The major focus of Dr. Weiner’s career has been the study of MS, which he began in 1972 as a resident in neurology at the Peter Bent Brigham Hospital in Boston. He has published over 200 articles on all aspects of MS including basic studies, animal models and clinical trials. In 1983, he alongside Dr. Stephen L. Hauser, now Chairman of Neurology at University of California, San Francisco, published a seminal article on the treatment of MS in The New England Journal of Medicine. This demonstrated in a controlled trial a profound effect of the immunosuppressant and chemotherapy drug cyclophosphamide in stopping active, progressive MS. The article introduced the timed 25-foot walk (ambulation index) that subsequently has become a classic clinical measure in MS. In 2000, Weiner founded the Partners Multiple Sclerosis Center at Brigham and Women’s Hospital. The Partners MS Center encompasses both adult and pediatric patients the Brigham and Women’s Hospital and the Massachusetts General Hospital, respectively. Both are member hospitals of the Partners HealthCare system in Boston. The Partners MS Center has served as a model for the comprehensive care of MS patients and includes clinical care and research, an infusion center and dedicated MRI magnet. The Partner’s MS Center has 4000 patient visits per year. Dr. Weiner established the CLIMB Study (Comprehensive Longitudinal Investigation of Multiple Sclerosis at Brigham and Women’s Hospital).

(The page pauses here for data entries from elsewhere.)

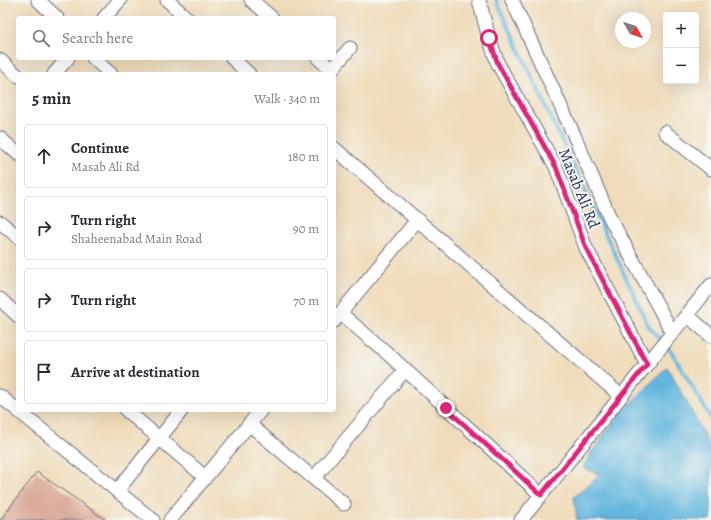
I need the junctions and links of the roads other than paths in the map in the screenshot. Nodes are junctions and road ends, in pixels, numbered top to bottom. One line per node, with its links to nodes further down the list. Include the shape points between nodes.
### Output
1 (38, 0): 7 (street)
2 (120, 0): 8 (street)
3 (167, 0): 9 (street)
4 (251, 0): 10 (street)
5 (480, 0): 37 (street, Masab Ali Rd, via 498,64 556,167 586,248)
6 (512, 0): 35 (street, via 610,218)
7 (55, 16)
8 (106, 16)
9 (185, 16)
10 (270, 16)
11 (350, 48): 20 (street)
12 (0, 60): 21 (street)
13 (66, 60): 17 (street)
14 (95, 60): 18 (street)
15 (234, 60): 19 (street)
16 (320, 60): 20 (street)
17 (56, 72)
18 (109, 72)
19 (248, 72)
20 (330, 72)
21 (16, 74)
22 (665, 132): 26 (street)
23 (0, 138): 25 (street)
24 (336, 150): 27 (street)
25 (16, 152)
26 (711, 169)
27 (417, 220): 34 (street); 40 (street)
28 (0, 222): 29 (street)
29 (16, 236)
30 (711, 285): 33 (street)
31 (0, 300): 32 (street)
32 (16, 314)
33 (687, 315): 35 (street); 36 (street)
34 (337, 317): 38 (street)
35 (672, 332): 37 (street)
36 (711, 336)
37 (647, 364): 40 (street)
38 (405, 370): 49 (street); 51 (street)
39 (0, 396): 41 (street)
40 (621, 396): 51 (street)
41 (16, 409)
42 (20, 412): 50 (street)
43 (128, 412): 47 (street)
44 (180, 412): 47 (street)
45 (258, 412): 46 (street)
46 (248, 424): 48 (street); 49 (street)
47 (159, 438): 48 (street); 50 (street)
48 (205, 477): 54 (street)
49 (314, 478): 52 (street)
50 (118, 491): 53 (street)
51 (541, 495): 55 (street)
52 (344, 504)
53 (153, 520)
54 (170, 520)
55 (521, 520)

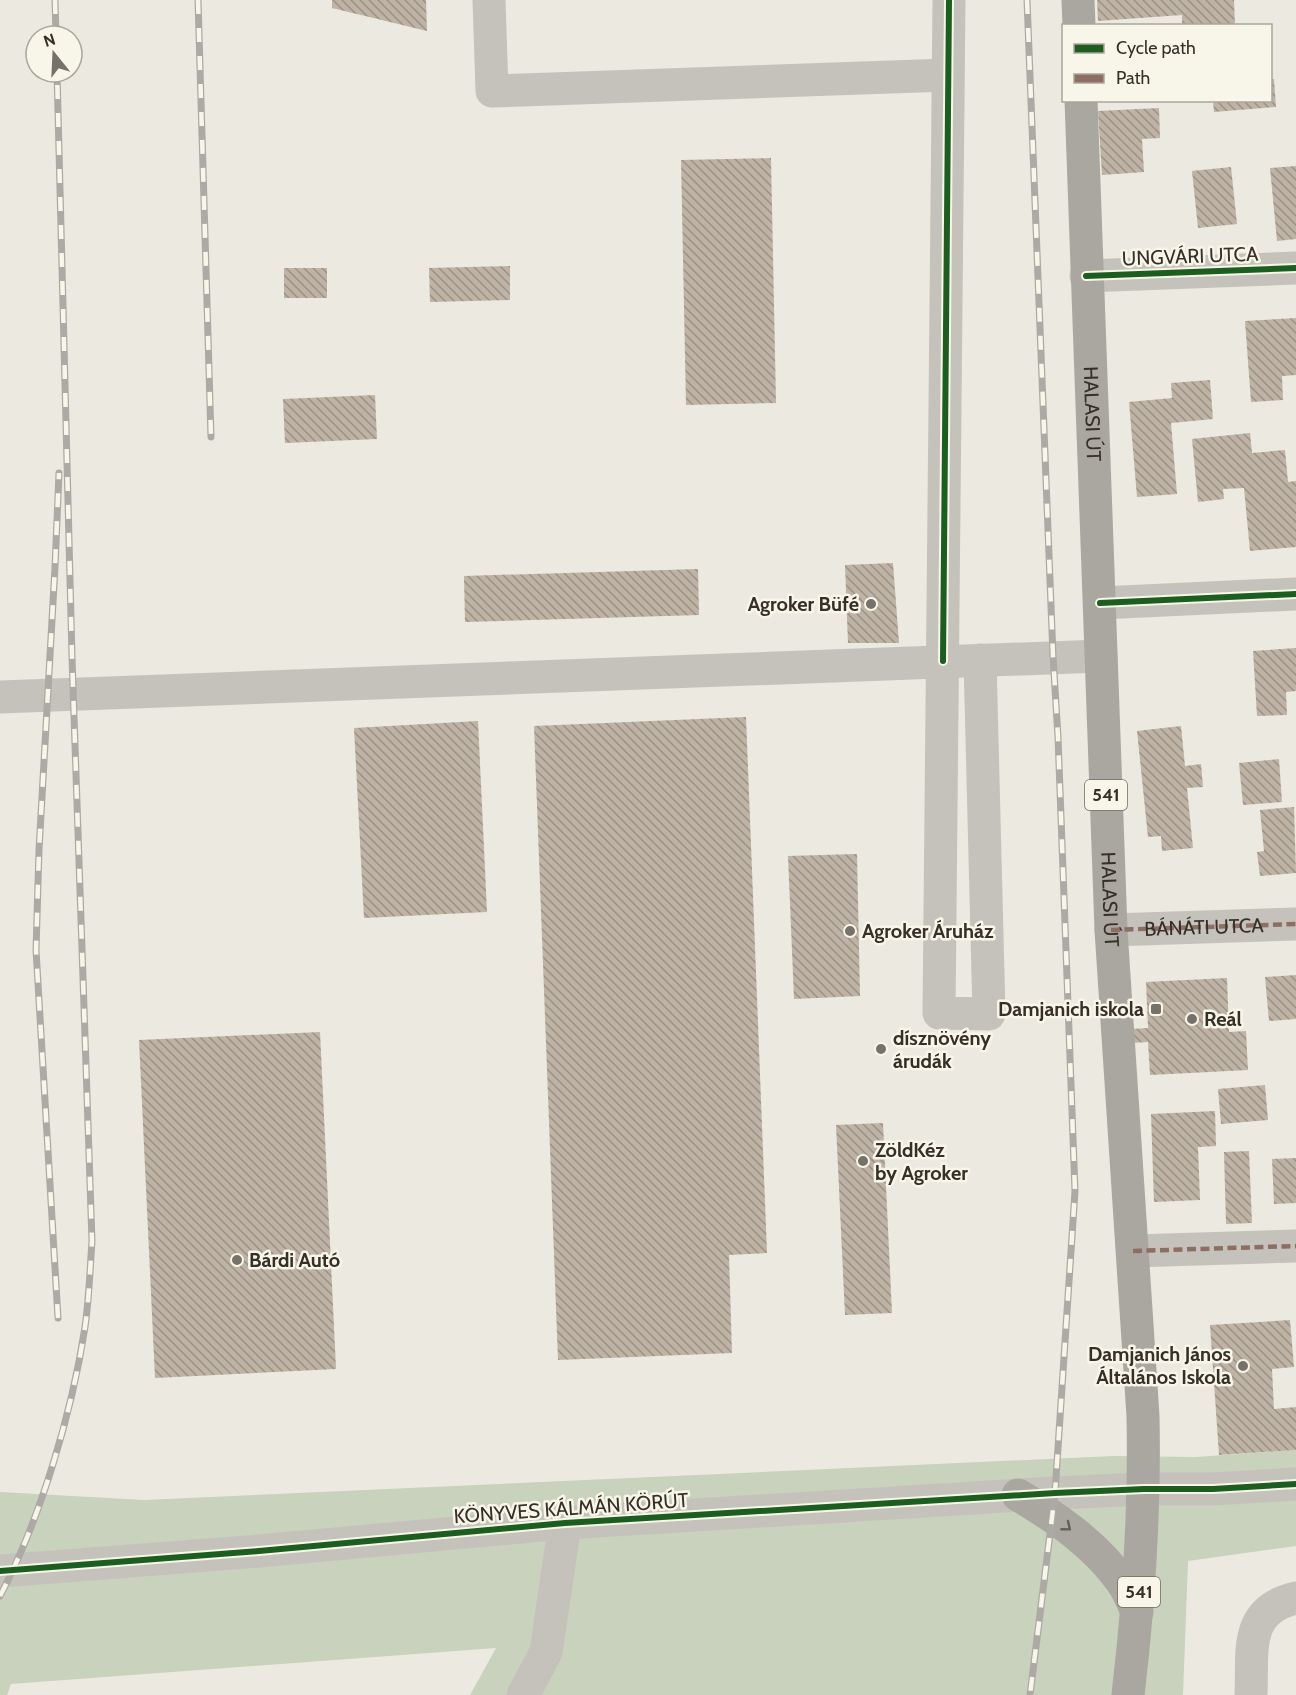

The CLIMB natural history study of MS, which in an analogous fashion to the Framingham Heart Study; follows over 2000 patients with annual exams, blood studies, and MRI imaging to understand the course of MS over time. Dr. Weiner has pioneered the basic investigation and application of oral tolerance for the treatment of autoimmune and inflammatory diseases.

Biotechnology

In 1994, Weiner founded Autoimmune, Inc a biotechnology company which developed the application of oral tolerance for the treatment of autoimmune diseases including MS, rheumatoid arthritis and type 1 diabetes. Susan Quinn, a writer known for her biography of Marie Curie, chronicled Weiner’s journey with Autoimmune, Inc in a book entitled, Human Trials: Scientists, Investors, and Patients in the Quest for a Cure. The clinical development of oral tolerance using anti-CD3 monoclonal antibody is currently being developed by Tiziana Life Sciences. Based on Weiner’s research, Tilos Therapeutics was formed in 2016 and is developing the treatment of cancer using a monoclonal antibody directed against LAP which a new checkpoint inhibitor that targets TGF-beta and regulatory T cells.

Awards

In 2003, Dr. Weiner was awarded the John Dystel Prize in multiple sclerosis research for his work on the immunology and immunotherapy of multiple sclerosis, by the American Academy of Neurology and the National MS Society. In 2007, Weiner published Curing MS: How Science is Solving the Mysteries of Multiple Sclerosis (Crown: New York). The book chronicles both the history of MS and Dr. Weiner’s personal journal in investigating and treating MS. In 2012, Dr. Weiner received a National Institutes of Health(NIH) Transformative Research Award from the NIH Directors office for the investigation of the innate immune system in Alzheimer’s Disease. Of 750 applications for the award, only 20 were given, and Dr. Weiner's video won first place.

Film career

Weiner wrote, produced and directed a documentary film entitled, What is Life: The Movie which was released in 2011. The film won four 2011 Los Angeles Movie Awards in the category of Documentary Feature: Award of Excellence, Best Cinematography, Best Editing, and Best Visual Effects. His second film, The Last Poker Game, is a narrative feature film which Weiner wrote, produced and directed. It had its world premiere at the Tribeca Film Festival on April 24, 2017.

Other media

Weiner published the novel The Children’s Ward(Putnam New York) in 1980.